Provided information:
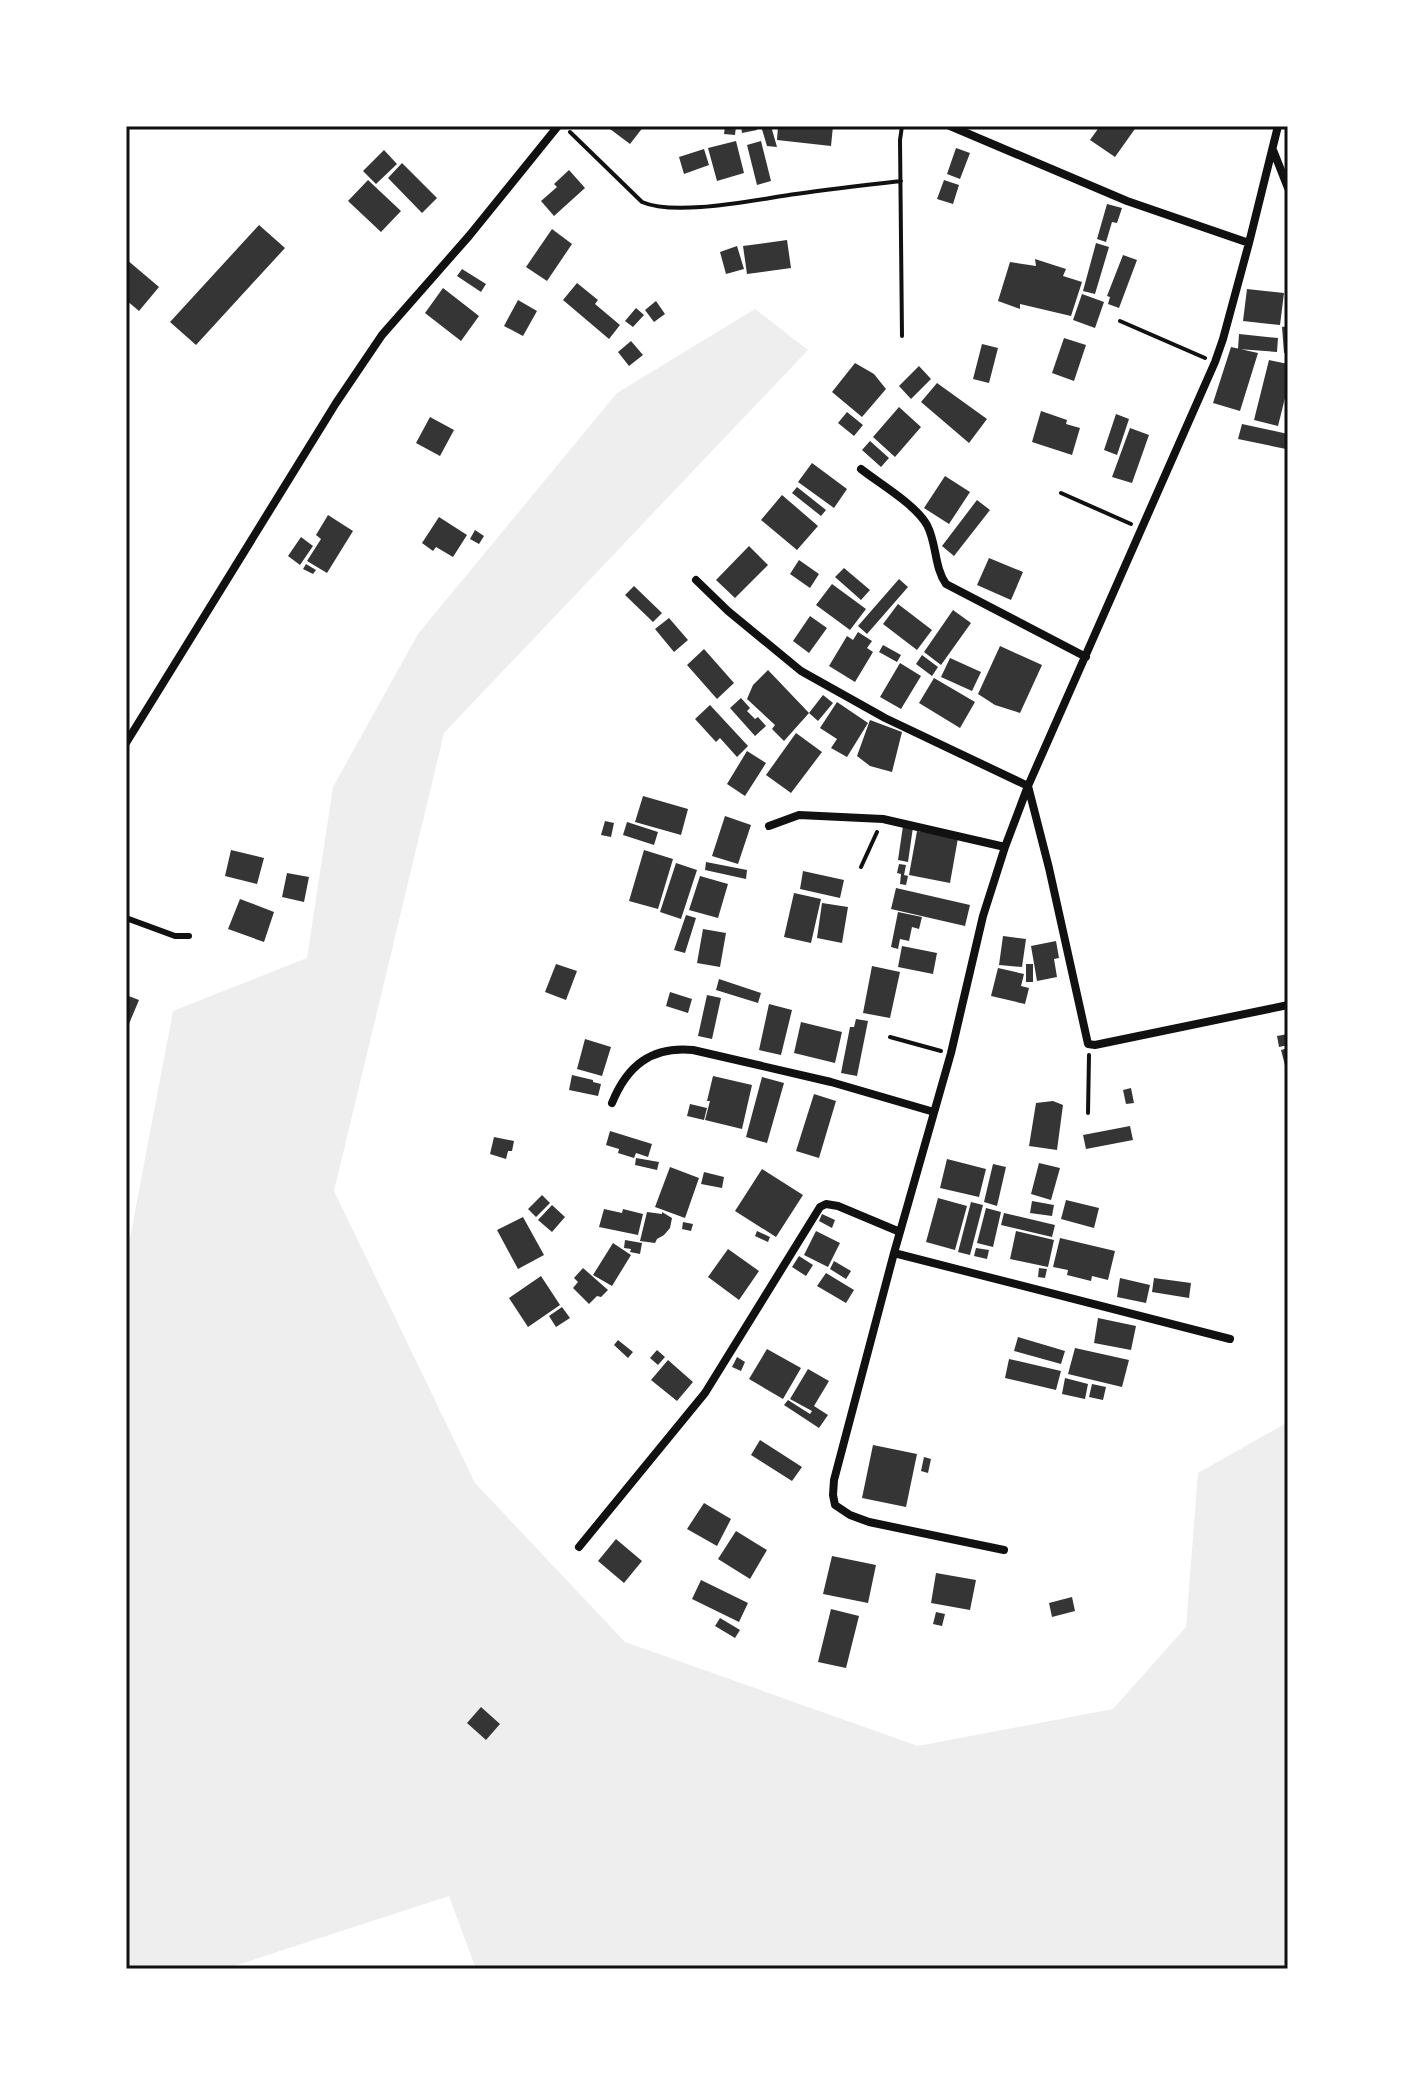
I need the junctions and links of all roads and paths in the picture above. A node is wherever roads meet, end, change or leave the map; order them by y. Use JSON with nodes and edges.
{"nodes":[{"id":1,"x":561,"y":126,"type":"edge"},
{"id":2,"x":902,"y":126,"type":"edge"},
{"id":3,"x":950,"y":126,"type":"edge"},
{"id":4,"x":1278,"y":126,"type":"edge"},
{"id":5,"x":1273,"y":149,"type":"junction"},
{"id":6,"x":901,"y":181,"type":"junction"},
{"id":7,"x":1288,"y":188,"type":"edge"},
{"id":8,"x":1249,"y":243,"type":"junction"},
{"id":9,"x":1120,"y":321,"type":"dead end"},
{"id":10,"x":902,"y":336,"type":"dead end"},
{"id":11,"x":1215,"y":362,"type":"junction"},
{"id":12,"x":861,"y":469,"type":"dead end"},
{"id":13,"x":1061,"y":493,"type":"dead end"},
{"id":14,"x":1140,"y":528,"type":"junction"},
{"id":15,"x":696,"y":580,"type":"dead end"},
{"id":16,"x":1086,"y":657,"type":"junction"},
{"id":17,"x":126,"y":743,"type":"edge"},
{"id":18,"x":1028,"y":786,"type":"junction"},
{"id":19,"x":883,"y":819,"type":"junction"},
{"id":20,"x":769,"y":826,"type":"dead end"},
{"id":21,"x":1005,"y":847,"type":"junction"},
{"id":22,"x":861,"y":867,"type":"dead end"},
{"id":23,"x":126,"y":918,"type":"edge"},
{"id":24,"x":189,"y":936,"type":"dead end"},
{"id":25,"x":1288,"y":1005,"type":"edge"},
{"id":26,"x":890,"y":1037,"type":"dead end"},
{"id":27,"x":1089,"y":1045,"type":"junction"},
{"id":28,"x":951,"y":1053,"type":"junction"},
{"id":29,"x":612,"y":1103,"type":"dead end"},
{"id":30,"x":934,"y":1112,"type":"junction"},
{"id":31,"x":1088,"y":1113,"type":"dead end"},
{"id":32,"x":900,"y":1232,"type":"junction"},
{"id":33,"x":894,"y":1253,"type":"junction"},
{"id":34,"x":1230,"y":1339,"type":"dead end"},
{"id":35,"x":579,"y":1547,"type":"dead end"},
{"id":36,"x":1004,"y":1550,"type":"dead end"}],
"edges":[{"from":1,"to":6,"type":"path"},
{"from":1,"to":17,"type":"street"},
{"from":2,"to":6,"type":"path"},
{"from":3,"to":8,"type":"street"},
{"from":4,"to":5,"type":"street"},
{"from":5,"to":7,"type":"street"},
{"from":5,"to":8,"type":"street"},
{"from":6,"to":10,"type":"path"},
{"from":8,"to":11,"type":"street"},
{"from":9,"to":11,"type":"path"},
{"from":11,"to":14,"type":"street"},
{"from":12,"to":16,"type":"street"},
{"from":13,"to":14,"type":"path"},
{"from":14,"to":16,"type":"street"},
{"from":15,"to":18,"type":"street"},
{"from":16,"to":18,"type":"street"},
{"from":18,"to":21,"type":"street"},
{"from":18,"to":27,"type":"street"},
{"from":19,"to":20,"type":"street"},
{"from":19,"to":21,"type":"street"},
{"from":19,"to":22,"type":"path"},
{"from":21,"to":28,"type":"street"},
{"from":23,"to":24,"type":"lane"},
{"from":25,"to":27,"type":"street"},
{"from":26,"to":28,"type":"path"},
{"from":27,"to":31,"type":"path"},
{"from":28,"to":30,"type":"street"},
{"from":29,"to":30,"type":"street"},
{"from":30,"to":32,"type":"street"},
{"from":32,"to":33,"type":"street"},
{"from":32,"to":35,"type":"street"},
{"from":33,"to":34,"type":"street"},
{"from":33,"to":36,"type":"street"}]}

How to complete this task: The pictures stay out; copy the rest of the data word for word.

Response area:
I need the junctions and links of all roads and paths in the picture above. A node is wherever roads meet, end, change or leave the map; order them by y. Use JSON with nodes and edges.
{"nodes":[{"id":1,"x":561,"y":126,"type":"edge"},
{"id":2,"x":902,"y":126,"type":"edge"},
{"id":3,"x":950,"y":126,"type":"edge"},
{"id":4,"x":1278,"y":126,"type":"edge"},
{"id":5,"x":1273,"y":149,"type":"junction"},
{"id":6,"x":901,"y":181,"type":"junction"},
{"id":7,"x":1288,"y":188,"type":"edge"},
{"id":8,"x":1249,"y":243,"type":"junction"},
{"id":9,"x":1120,"y":321,"type":"dead end"},
{"id":10,"x":902,"y":336,"type":"dead end"},
{"id":11,"x":1215,"y":362,"type":"junction"},
{"id":12,"x":861,"y":469,"type":"dead end"},
{"id":13,"x":1061,"y":493,"type":"dead end"},
{"id":14,"x":1140,"y":528,"type":"junction"},
{"id":15,"x":696,"y":580,"type":"dead end"},
{"id":16,"x":1086,"y":657,"type":"junction"},
{"id":17,"x":126,"y":743,"type":"edge"},
{"id":18,"x":1028,"y":786,"type":"junction"},
{"id":19,"x":883,"y":819,"type":"junction"},
{"id":20,"x":769,"y":826,"type":"dead end"},
{"id":21,"x":1005,"y":847,"type":"junction"},
{"id":22,"x":861,"y":867,"type":"dead end"},
{"id":23,"x":126,"y":918,"type":"edge"},
{"id":24,"x":189,"y":936,"type":"dead end"},
{"id":25,"x":1288,"y":1005,"type":"edge"},
{"id":26,"x":890,"y":1037,"type":"dead end"},
{"id":27,"x":1089,"y":1045,"type":"junction"},
{"id":28,"x":951,"y":1053,"type":"junction"},
{"id":29,"x":612,"y":1103,"type":"dead end"},
{"id":30,"x":934,"y":1112,"type":"junction"},
{"id":31,"x":1088,"y":1113,"type":"dead end"},
{"id":32,"x":900,"y":1232,"type":"junction"},
{"id":33,"x":894,"y":1253,"type":"junction"},
{"id":34,"x":1230,"y":1339,"type":"dead end"},
{"id":35,"x":579,"y":1547,"type":"dead end"},
{"id":36,"x":1004,"y":1550,"type":"dead end"}],
"edges":[{"from":1,"to":6,"type":"path"},
{"from":1,"to":17,"type":"street"},
{"from":2,"to":6,"type":"path"},
{"from":3,"to":8,"type":"street"},
{"from":4,"to":5,"type":"street"},
{"from":5,"to":7,"type":"street"},
{"from":5,"to":8,"type":"street"},
{"from":6,"to":10,"type":"path"},
{"from":8,"to":11,"type":"street"},
{"from":9,"to":11,"type":"path"},
{"from":11,"to":14,"type":"street"},
{"from":12,"to":16,"type":"street"},
{"from":13,"to":14,"type":"path"},
{"from":14,"to":16,"type":"street"},
{"from":15,"to":18,"type":"street"},
{"from":16,"to":18,"type":"street"},
{"from":18,"to":21,"type":"street"},
{"from":18,"to":27,"type":"street"},
{"from":19,"to":20,"type":"street"},
{"from":19,"to":21,"type":"street"},
{"from":19,"to":22,"type":"path"},
{"from":21,"to":28,"type":"street"},
{"from":23,"to":24,"type":"lane"},
{"from":25,"to":27,"type":"street"},
{"from":26,"to":28,"type":"path"},
{"from":27,"to":31,"type":"path"},
{"from":28,"to":30,"type":"street"},
{"from":29,"to":30,"type":"street"},
{"from":30,"to":32,"type":"street"},
{"from":32,"to":33,"type":"street"},
{"from":32,"to":35,"type":"street"},
{"from":33,"to":34,"type":"street"},
{"from":33,"to":36,"type":"street"}]}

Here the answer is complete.